All of the entries below are to be copied without any alteration.
- - -
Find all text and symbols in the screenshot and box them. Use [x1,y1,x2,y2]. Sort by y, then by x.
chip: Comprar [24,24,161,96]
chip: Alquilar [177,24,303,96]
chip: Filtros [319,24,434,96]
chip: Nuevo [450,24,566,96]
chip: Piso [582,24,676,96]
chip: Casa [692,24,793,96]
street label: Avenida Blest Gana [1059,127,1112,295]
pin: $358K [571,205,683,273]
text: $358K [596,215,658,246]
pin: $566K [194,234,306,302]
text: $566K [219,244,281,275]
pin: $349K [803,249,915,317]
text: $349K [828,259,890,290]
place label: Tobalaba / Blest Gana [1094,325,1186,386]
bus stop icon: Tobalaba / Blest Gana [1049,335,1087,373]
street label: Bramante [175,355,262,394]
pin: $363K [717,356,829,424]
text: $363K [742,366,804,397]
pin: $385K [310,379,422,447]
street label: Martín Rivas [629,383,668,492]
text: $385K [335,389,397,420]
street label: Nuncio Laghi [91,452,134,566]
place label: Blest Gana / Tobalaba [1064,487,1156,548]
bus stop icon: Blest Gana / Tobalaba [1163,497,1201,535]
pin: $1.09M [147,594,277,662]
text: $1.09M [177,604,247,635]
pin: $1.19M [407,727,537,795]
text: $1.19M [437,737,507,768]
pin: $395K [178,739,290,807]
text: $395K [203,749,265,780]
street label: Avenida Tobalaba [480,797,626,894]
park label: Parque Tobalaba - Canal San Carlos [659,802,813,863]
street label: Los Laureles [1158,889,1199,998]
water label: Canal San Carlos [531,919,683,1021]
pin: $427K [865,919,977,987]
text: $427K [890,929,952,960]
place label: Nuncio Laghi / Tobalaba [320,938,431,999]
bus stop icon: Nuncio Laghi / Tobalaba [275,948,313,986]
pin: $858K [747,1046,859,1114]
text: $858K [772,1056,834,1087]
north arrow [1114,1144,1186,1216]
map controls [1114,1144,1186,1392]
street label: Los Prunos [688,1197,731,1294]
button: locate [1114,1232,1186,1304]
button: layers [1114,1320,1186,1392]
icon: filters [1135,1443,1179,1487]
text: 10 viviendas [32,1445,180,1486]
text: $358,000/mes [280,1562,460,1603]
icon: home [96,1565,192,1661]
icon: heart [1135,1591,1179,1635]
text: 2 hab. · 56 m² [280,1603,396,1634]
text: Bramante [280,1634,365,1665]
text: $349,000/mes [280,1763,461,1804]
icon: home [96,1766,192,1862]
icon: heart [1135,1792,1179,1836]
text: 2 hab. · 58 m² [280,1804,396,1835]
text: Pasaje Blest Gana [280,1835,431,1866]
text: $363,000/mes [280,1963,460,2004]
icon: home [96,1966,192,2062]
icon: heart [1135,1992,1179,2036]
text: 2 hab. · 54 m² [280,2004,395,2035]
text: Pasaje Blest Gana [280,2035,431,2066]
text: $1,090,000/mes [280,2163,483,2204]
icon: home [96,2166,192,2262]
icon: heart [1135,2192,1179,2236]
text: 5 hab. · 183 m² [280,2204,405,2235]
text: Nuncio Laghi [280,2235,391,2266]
- - -
> RESPONSE FOR THIS EXERCISE:
Find all text and symbols in the screenshot and box them. Use [x1,y1,x2,y2]. Sort by y, then by x.
chip: Comprar [24,24,161,96]
chip: Alquilar [177,24,303,96]
chip: Filtros [319,24,434,96]
chip: Nuevo [450,24,566,96]
chip: Piso [582,24,676,96]
chip: Casa [692,24,793,96]
street label: Avenida Blest Gana [1059,127,1112,295]
pin: $358K [571,205,683,273]
text: $358K [596,215,658,246]
pin: $566K [194,234,306,302]
text: $566K [219,244,281,275]
pin: $349K [803,249,915,317]
text: $349K [828,259,890,290]
place label: Tobalaba / Blest Gana [1094,325,1186,386]
bus stop icon: Tobalaba / Blest Gana [1049,335,1087,373]
street label: Bramante [175,355,262,394]
pin: $363K [717,356,829,424]
text: $363K [742,366,804,397]
pin: $385K [310,379,422,447]
street label: Martín Rivas [629,383,668,492]
text: $385K [335,389,397,420]
street label: Nuncio Laghi [91,452,134,566]
place label: Blest Gana / Tobalaba [1064,487,1156,548]
bus stop icon: Blest Gana / Tobalaba [1163,497,1201,535]
pin: $1.09M [147,594,277,662]
text: $1.09M [177,604,247,635]
pin: $1.19M [407,727,537,795]
text: $1.19M [437,737,507,768]
pin: $395K [178,739,290,807]
text: $395K [203,749,265,780]
street label: Avenida Tobalaba [480,797,626,894]
park label: Parque Tobalaba - Canal San Carlos [659,802,813,863]
street label: Los Laureles [1158,889,1199,998]
water label: Canal San Carlos [531,919,683,1021]
pin: $427K [865,919,977,987]
text: $427K [890,929,952,960]
place label: Nuncio Laghi / Tobalaba [320,938,431,999]
bus stop icon: Nuncio Laghi / Tobalaba [275,948,313,986]
pin: $858K [747,1046,859,1114]
text: $858K [772,1056,834,1087]
north arrow [1114,1144,1186,1216]
map controls [1114,1144,1186,1392]
street label: Los Prunos [688,1197,731,1294]
button: locate [1114,1232,1186,1304]
button: layers [1114,1320,1186,1392]
icon: filters [1135,1443,1179,1487]
text: 10 viviendas [32,1445,180,1486]
text: $358,000/mes [280,1562,460,1603]
icon: home [96,1565,192,1661]
icon: heart [1135,1591,1179,1635]
text: 2 hab. · 56 m² [280,1603,396,1634]
text: Bramante [280,1634,365,1665]
text: $349,000/mes [280,1763,461,1804]
icon: home [96,1766,192,1862]
icon: heart [1135,1792,1179,1836]
text: 2 hab. · 58 m² [280,1804,396,1835]
text: Pasaje Blest Gana [280,1835,431,1866]
text: $363,000/mes [280,1963,460,2004]
icon: home [96,1966,192,2062]
icon: heart [1135,1992,1179,2036]
text: 2 hab. · 54 m² [280,2004,395,2035]
text: Pasaje Blest Gana [280,2035,431,2066]
text: $1,090,000/mes [280,2163,483,2204]
icon: home [96,2166,192,2262]
icon: heart [1135,2192,1179,2236]
text: 5 hab. · 183 m² [280,2204,405,2235]
text: Nuncio Laghi [280,2235,391,2266]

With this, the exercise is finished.